Saved entries

====================

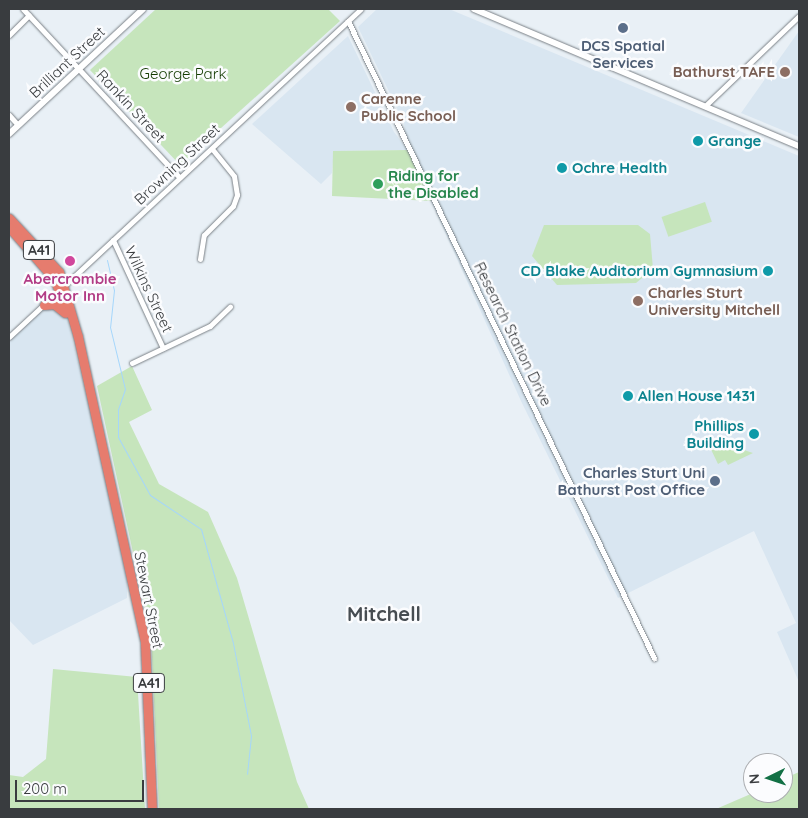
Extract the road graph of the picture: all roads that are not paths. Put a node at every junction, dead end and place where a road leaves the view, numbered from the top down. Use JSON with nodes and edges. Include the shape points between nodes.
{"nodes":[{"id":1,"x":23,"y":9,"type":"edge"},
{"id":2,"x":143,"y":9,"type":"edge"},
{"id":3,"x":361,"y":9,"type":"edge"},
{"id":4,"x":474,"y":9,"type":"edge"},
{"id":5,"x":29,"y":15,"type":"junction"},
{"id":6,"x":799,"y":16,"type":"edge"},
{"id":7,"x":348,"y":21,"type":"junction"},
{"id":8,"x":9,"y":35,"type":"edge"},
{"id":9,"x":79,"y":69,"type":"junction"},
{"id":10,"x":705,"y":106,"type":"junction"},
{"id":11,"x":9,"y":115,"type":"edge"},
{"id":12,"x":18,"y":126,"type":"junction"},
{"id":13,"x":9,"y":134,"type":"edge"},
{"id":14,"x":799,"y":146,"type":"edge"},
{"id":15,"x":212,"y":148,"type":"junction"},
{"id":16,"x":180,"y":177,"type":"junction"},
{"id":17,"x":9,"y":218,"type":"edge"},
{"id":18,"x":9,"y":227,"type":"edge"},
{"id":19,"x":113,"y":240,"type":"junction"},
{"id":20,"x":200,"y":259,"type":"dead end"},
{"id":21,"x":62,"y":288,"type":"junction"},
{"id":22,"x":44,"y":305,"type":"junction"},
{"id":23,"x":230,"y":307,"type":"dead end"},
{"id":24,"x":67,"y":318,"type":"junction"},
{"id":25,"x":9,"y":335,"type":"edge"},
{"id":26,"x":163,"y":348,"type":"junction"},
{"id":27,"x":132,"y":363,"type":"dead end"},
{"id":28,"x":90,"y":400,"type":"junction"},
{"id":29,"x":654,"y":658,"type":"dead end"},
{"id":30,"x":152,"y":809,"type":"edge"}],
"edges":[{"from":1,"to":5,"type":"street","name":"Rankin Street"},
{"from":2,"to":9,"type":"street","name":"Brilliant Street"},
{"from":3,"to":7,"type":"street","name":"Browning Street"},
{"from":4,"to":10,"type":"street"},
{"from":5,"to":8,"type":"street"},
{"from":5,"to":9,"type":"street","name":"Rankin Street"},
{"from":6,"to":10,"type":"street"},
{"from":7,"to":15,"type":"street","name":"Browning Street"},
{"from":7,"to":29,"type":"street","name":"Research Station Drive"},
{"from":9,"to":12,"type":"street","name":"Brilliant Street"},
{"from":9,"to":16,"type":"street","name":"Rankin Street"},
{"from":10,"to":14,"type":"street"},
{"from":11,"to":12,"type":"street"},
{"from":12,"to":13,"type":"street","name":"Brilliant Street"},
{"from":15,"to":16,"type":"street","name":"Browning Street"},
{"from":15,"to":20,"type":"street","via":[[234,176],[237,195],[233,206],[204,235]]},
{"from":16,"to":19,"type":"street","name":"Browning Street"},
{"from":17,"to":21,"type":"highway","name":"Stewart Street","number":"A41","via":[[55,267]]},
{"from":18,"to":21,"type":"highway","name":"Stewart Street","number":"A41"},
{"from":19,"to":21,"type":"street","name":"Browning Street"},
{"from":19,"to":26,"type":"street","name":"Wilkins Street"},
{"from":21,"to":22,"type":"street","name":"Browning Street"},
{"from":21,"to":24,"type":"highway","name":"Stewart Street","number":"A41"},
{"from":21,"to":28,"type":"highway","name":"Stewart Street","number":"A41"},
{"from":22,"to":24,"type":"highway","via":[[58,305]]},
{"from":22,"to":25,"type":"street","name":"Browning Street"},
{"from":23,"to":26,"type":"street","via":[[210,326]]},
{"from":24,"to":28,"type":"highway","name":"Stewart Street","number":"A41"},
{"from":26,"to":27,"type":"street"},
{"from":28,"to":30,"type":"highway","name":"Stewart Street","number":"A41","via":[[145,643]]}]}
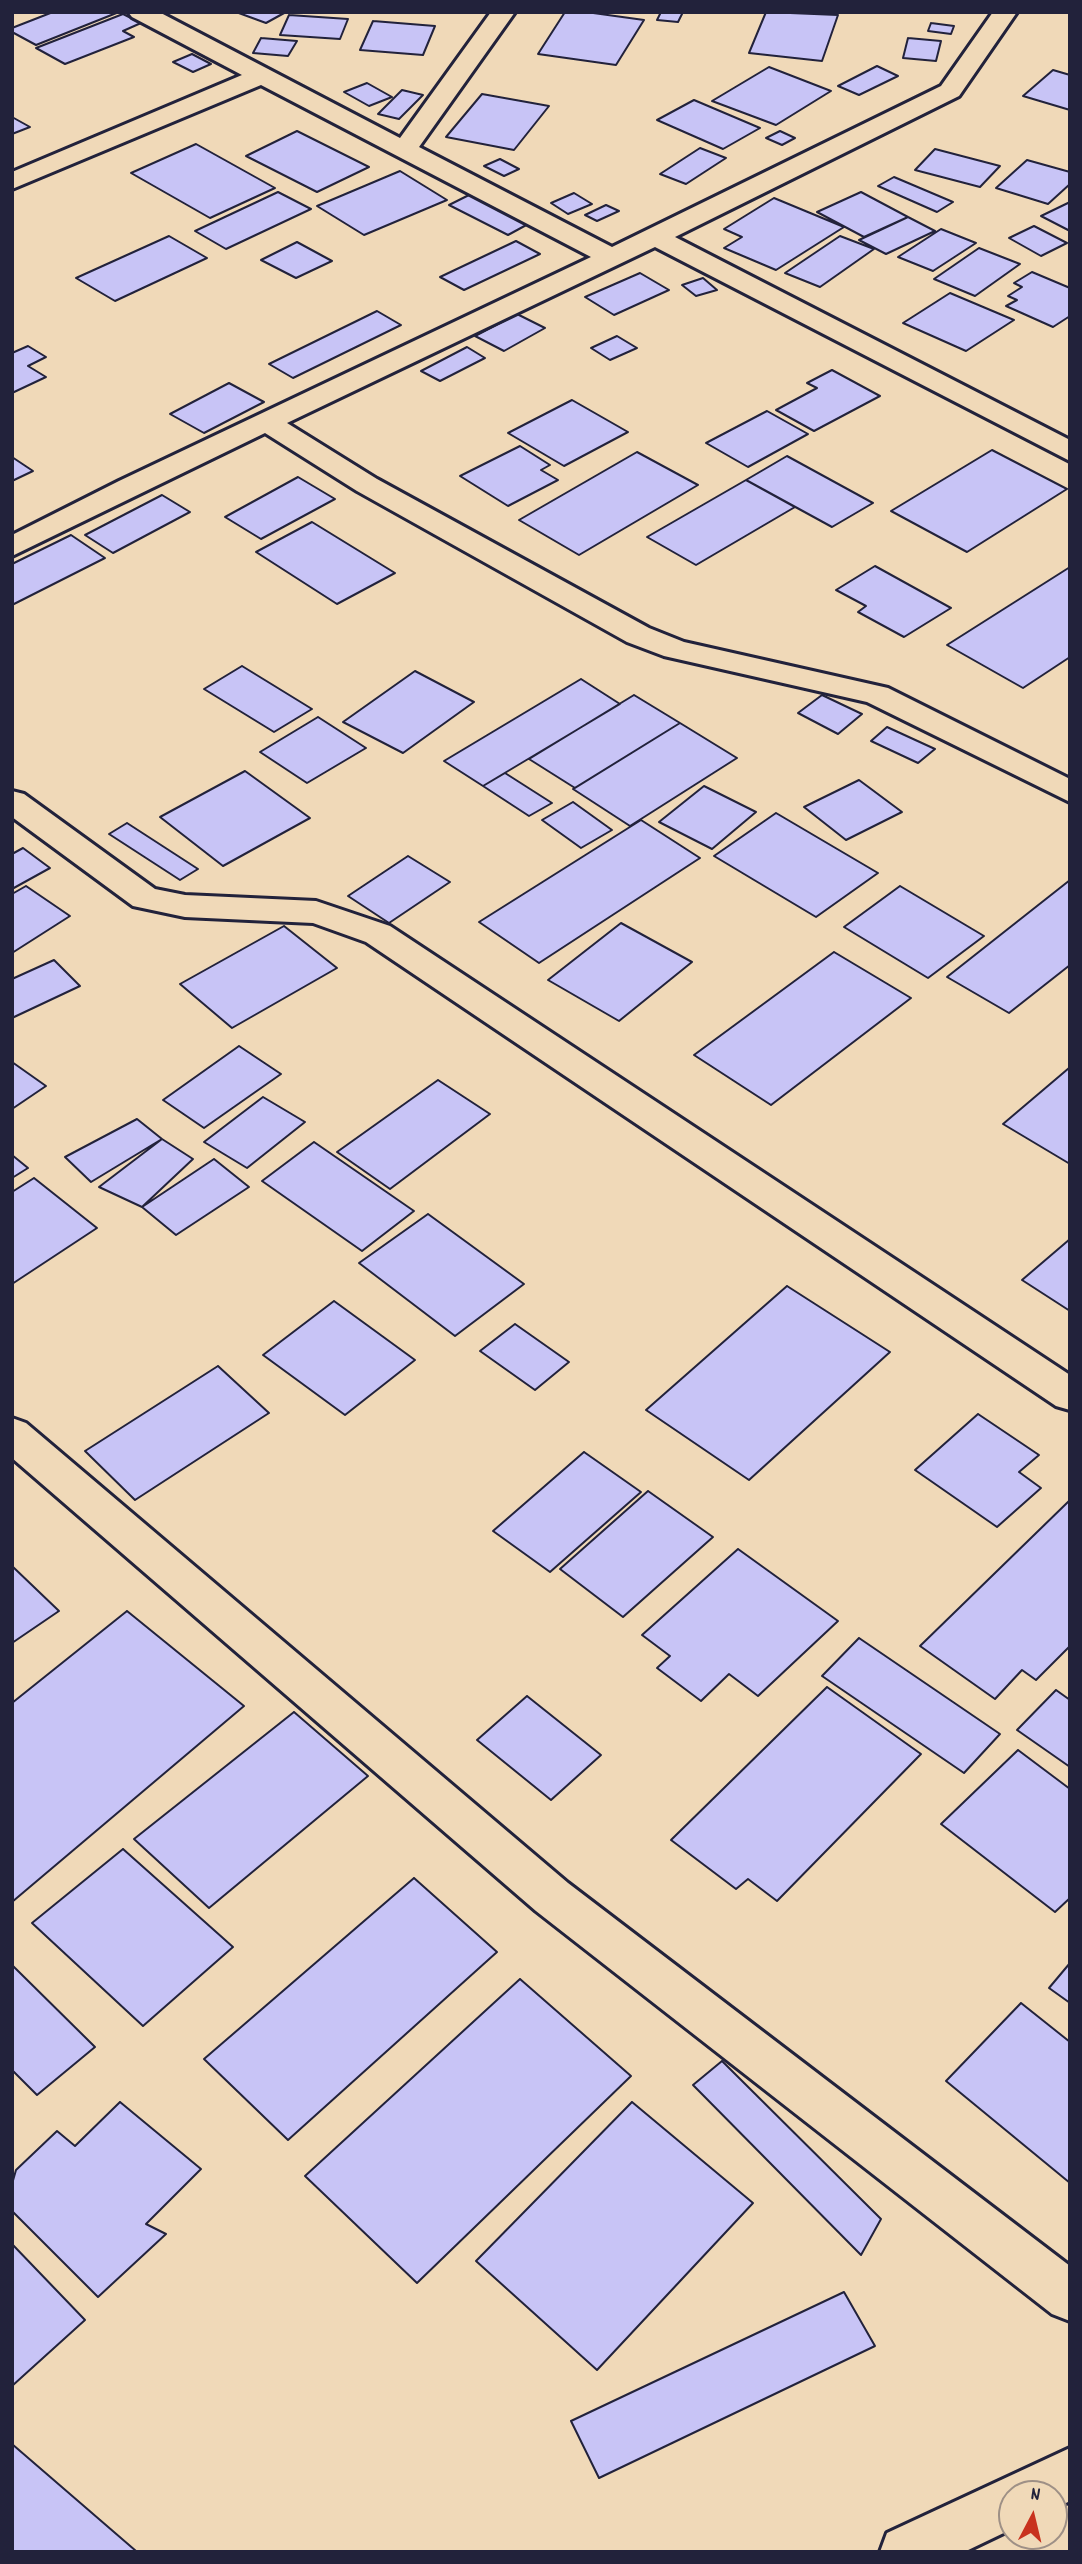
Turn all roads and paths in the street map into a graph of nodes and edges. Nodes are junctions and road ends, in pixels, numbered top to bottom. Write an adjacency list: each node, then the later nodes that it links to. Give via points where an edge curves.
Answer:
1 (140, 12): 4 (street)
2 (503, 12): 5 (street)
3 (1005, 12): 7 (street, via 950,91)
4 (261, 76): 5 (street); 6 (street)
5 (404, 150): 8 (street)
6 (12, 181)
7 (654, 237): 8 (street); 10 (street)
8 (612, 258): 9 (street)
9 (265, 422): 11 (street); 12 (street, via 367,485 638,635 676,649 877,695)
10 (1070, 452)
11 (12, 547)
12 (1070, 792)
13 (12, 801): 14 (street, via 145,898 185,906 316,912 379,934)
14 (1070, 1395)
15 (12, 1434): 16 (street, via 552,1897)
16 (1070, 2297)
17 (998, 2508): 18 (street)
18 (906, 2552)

====================

# Task brief
The required output is each record above, reproduced exactly, without its pictures.

# Solution
Extract the road graph of the picture: all roads that are not paths. Put a node at every junction, dead end and place where a road leaves the view, numbered from the top down. Use JSON with nodes and edges. Include the shape points between nodes.
{"nodes":[{"id":1,"x":23,"y":9,"type":"edge"},
{"id":2,"x":143,"y":9,"type":"edge"},
{"id":3,"x":361,"y":9,"type":"edge"},
{"id":4,"x":474,"y":9,"type":"edge"},
{"id":5,"x":29,"y":15,"type":"junction"},
{"id":6,"x":799,"y":16,"type":"edge"},
{"id":7,"x":348,"y":21,"type":"junction"},
{"id":8,"x":9,"y":35,"type":"edge"},
{"id":9,"x":79,"y":69,"type":"junction"},
{"id":10,"x":705,"y":106,"type":"junction"},
{"id":11,"x":9,"y":115,"type":"edge"},
{"id":12,"x":18,"y":126,"type":"junction"},
{"id":13,"x":9,"y":134,"type":"edge"},
{"id":14,"x":799,"y":146,"type":"edge"},
{"id":15,"x":212,"y":148,"type":"junction"},
{"id":16,"x":180,"y":177,"type":"junction"},
{"id":17,"x":9,"y":218,"type":"edge"},
{"id":18,"x":9,"y":227,"type":"edge"},
{"id":19,"x":113,"y":240,"type":"junction"},
{"id":20,"x":200,"y":259,"type":"dead end"},
{"id":21,"x":62,"y":288,"type":"junction"},
{"id":22,"x":44,"y":305,"type":"junction"},
{"id":23,"x":230,"y":307,"type":"dead end"},
{"id":24,"x":67,"y":318,"type":"junction"},
{"id":25,"x":9,"y":335,"type":"edge"},
{"id":26,"x":163,"y":348,"type":"junction"},
{"id":27,"x":132,"y":363,"type":"dead end"},
{"id":28,"x":90,"y":400,"type":"junction"},
{"id":29,"x":654,"y":658,"type":"dead end"},
{"id":30,"x":152,"y":809,"type":"edge"}],
"edges":[{"from":1,"to":5,"type":"street","name":"Rankin Street"},
{"from":2,"to":9,"type":"street","name":"Brilliant Street"},
{"from":3,"to":7,"type":"street","name":"Browning Street"},
{"from":4,"to":10,"type":"street"},
{"from":5,"to":8,"type":"street"},
{"from":5,"to":9,"type":"street","name":"Rankin Street"},
{"from":6,"to":10,"type":"street"},
{"from":7,"to":15,"type":"street","name":"Browning Street"},
{"from":7,"to":29,"type":"street","name":"Research Station Drive"},
{"from":9,"to":12,"type":"street","name":"Brilliant Street"},
{"from":9,"to":16,"type":"street","name":"Rankin Street"},
{"from":10,"to":14,"type":"street"},
{"from":11,"to":12,"type":"street"},
{"from":12,"to":13,"type":"street","name":"Brilliant Street"},
{"from":15,"to":16,"type":"street","name":"Browning Street"},
{"from":15,"to":20,"type":"street","via":[[234,176],[237,195],[233,206],[204,235]]},
{"from":16,"to":19,"type":"street","name":"Browning Street"},
{"from":17,"to":21,"type":"highway","name":"Stewart Street","number":"A41","via":[[55,267]]},
{"from":18,"to":21,"type":"highway","name":"Stewart Street","number":"A41"},
{"from":19,"to":21,"type":"street","name":"Browning Street"},
{"from":19,"to":26,"type":"street","name":"Wilkins Street"},
{"from":21,"to":22,"type":"street","name":"Browning Street"},
{"from":21,"to":24,"type":"highway","name":"Stewart Street","number":"A41"},
{"from":21,"to":28,"type":"highway","name":"Stewart Street","number":"A41"},
{"from":22,"to":24,"type":"highway","via":[[58,305]]},
{"from":22,"to":25,"type":"street","name":"Browning Street"},
{"from":23,"to":26,"type":"street","via":[[210,326]]},
{"from":24,"to":28,"type":"highway","name":"Stewart Street","number":"A41"},
{"from":26,"to":27,"type":"street"},
{"from":28,"to":30,"type":"highway","name":"Stewart Street","number":"A41","via":[[145,643]]}]}
Turn all roads and paths in the street map into a graph of nodes and edges. Nodes are junctions and road ends, in pixels, numbered top to bottom. Write an adjacency list: each node, then the later nodes that it links to. Give via points where an edge curves.
Answer:
1 (140, 12): 4 (street)
2 (503, 12): 5 (street)
3 (1005, 12): 7 (street, via 950,91)
4 (261, 76): 5 (street); 6 (street)
5 (404, 150): 8 (street)
6 (12, 181)
7 (654, 237): 8 (street); 10 (street)
8 (612, 258): 9 (street)
9 (265, 422): 11 (street); 12 (street, via 367,485 638,635 676,649 877,695)
10 (1070, 452)
11 (12, 547)
12 (1070, 792)
13 (12, 801): 14 (street, via 145,898 185,906 316,912 379,934)
14 (1070, 1395)
15 (12, 1434): 16 (street, via 552,1897)
16 (1070, 2297)
17 (998, 2508): 18 (street)
18 (906, 2552)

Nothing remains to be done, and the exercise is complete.